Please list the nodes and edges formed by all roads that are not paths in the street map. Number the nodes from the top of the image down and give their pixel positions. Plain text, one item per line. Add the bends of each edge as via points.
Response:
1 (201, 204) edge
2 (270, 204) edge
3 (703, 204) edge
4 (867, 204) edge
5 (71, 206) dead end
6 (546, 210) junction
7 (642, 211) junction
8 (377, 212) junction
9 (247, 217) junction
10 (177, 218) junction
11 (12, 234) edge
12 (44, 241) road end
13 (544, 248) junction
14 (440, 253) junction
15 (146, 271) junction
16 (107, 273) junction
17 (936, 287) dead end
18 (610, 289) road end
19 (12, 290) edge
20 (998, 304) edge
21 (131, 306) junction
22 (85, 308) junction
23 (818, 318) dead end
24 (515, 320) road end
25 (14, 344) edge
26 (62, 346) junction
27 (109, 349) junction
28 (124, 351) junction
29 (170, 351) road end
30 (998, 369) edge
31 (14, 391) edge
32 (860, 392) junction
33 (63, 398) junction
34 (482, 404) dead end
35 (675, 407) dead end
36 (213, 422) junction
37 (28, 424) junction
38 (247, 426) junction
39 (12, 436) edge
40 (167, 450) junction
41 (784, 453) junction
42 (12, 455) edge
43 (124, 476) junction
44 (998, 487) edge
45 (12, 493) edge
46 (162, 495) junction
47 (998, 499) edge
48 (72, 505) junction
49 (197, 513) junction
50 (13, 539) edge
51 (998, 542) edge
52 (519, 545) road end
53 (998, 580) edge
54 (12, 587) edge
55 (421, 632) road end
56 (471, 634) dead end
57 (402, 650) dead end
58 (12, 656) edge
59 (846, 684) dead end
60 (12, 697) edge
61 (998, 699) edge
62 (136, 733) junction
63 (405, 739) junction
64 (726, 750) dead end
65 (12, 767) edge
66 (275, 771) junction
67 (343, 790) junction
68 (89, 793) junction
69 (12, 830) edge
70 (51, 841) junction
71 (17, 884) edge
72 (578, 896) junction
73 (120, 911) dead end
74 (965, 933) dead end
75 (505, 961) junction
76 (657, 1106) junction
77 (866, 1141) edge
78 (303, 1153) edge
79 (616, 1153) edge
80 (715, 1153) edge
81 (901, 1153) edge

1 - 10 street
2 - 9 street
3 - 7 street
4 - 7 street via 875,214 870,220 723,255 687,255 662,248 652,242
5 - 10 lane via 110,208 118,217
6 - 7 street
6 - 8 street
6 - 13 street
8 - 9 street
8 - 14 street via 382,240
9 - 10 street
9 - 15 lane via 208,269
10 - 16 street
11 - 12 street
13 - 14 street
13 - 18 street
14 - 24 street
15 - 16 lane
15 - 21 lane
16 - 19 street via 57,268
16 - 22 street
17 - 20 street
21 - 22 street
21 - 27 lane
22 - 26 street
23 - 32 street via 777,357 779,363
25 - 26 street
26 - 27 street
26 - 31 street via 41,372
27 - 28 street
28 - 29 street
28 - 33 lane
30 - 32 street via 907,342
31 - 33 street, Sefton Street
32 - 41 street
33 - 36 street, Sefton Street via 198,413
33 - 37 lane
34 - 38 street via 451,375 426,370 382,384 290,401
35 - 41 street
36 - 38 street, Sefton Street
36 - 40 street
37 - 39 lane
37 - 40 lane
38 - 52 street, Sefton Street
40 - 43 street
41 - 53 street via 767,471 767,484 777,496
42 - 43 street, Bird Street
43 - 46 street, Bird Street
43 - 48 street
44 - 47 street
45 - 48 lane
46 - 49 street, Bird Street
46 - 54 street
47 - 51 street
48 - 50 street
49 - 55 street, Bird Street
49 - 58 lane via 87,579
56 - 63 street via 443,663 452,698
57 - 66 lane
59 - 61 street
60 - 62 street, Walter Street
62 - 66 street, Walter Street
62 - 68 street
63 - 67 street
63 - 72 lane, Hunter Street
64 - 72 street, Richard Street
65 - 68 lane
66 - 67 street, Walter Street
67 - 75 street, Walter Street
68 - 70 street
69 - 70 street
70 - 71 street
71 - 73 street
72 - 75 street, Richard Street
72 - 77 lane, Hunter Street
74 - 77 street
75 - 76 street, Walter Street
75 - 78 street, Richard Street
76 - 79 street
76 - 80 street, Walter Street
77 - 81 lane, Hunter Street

____

TASK OBJECTIVE -
Every entry must be duplicated exactly as it stands.

ANSWER BOX -
Please list the nodes and edges formed by all roads that are not paths in the street map. Number the nodes from the top of the image down and give their pixel positions. Plain text, one item per line. Add the bends of each edge as via points.
Response:
1 (201, 204) edge
2 (270, 204) edge
3 (703, 204) edge
4 (867, 204) edge
5 (71, 206) dead end
6 (546, 210) junction
7 (642, 211) junction
8 (377, 212) junction
9 (247, 217) junction
10 (177, 218) junction
11 (12, 234) edge
12 (44, 241) road end
13 (544, 248) junction
14 (440, 253) junction
15 (146, 271) junction
16 (107, 273) junction
17 (936, 287) dead end
18 (610, 289) road end
19 (12, 290) edge
20 (998, 304) edge
21 (131, 306) junction
22 (85, 308) junction
23 (818, 318) dead end
24 (515, 320) road end
25 (14, 344) edge
26 (62, 346) junction
27 (109, 349) junction
28 (124, 351) junction
29 (170, 351) road end
30 (998, 369) edge
31 (14, 391) edge
32 (860, 392) junction
33 (63, 398) junction
34 (482, 404) dead end
35 (675, 407) dead end
36 (213, 422) junction
37 (28, 424) junction
38 (247, 426) junction
39 (12, 436) edge
40 (167, 450) junction
41 (784, 453) junction
42 (12, 455) edge
43 (124, 476) junction
44 (998, 487) edge
45 (12, 493) edge
46 (162, 495) junction
47 (998, 499) edge
48 (72, 505) junction
49 (197, 513) junction
50 (13, 539) edge
51 (998, 542) edge
52 (519, 545) road end
53 (998, 580) edge
54 (12, 587) edge
55 (421, 632) road end
56 (471, 634) dead end
57 (402, 650) dead end
58 (12, 656) edge
59 (846, 684) dead end
60 (12, 697) edge
61 (998, 699) edge
62 (136, 733) junction
63 (405, 739) junction
64 (726, 750) dead end
65 (12, 767) edge
66 (275, 771) junction
67 (343, 790) junction
68 (89, 793) junction
69 (12, 830) edge
70 (51, 841) junction
71 (17, 884) edge
72 (578, 896) junction
73 (120, 911) dead end
74 (965, 933) dead end
75 (505, 961) junction
76 (657, 1106) junction
77 (866, 1141) edge
78 (303, 1153) edge
79 (616, 1153) edge
80 (715, 1153) edge
81 (901, 1153) edge

1 - 10 street
2 - 9 street
3 - 7 street
4 - 7 street via 875,214 870,220 723,255 687,255 662,248 652,242
5 - 10 lane via 110,208 118,217
6 - 7 street
6 - 8 street
6 - 13 street
8 - 9 street
8 - 14 street via 382,240
9 - 10 street
9 - 15 lane via 208,269
10 - 16 street
11 - 12 street
13 - 14 street
13 - 18 street
14 - 24 street
15 - 16 lane
15 - 21 lane
16 - 19 street via 57,268
16 - 22 street
17 - 20 street
21 - 22 street
21 - 27 lane
22 - 26 street
23 - 32 street via 777,357 779,363
25 - 26 street
26 - 27 street
26 - 31 street via 41,372
27 - 28 street
28 - 29 street
28 - 33 lane
30 - 32 street via 907,342
31 - 33 street, Sefton Street
32 - 41 street
33 - 36 street, Sefton Street via 198,413
33 - 37 lane
34 - 38 street via 451,375 426,370 382,384 290,401
35 - 41 street
36 - 38 street, Sefton Street
36 - 40 street
37 - 39 lane
37 - 40 lane
38 - 52 street, Sefton Street
40 - 43 street
41 - 53 street via 767,471 767,484 777,496
42 - 43 street, Bird Street
43 - 46 street, Bird Street
43 - 48 street
44 - 47 street
45 - 48 lane
46 - 49 street, Bird Street
46 - 54 street
47 - 51 street
48 - 50 street
49 - 55 street, Bird Street
49 - 58 lane via 87,579
56 - 63 street via 443,663 452,698
57 - 66 lane
59 - 61 street
60 - 62 street, Walter Street
62 - 66 street, Walter Street
62 - 68 street
63 - 67 street
63 - 72 lane, Hunter Street
64 - 72 street, Richard Street
65 - 68 lane
66 - 67 street, Walter Street
67 - 75 street, Walter Street
68 - 70 street
69 - 70 street
70 - 71 street
71 - 73 street
72 - 75 street, Richard Street
72 - 77 lane, Hunter Street
74 - 77 street
75 - 76 street, Walter Street
75 - 78 street, Richard Street
76 - 79 street
76 - 80 street, Walter Street
77 - 81 lane, Hunter Street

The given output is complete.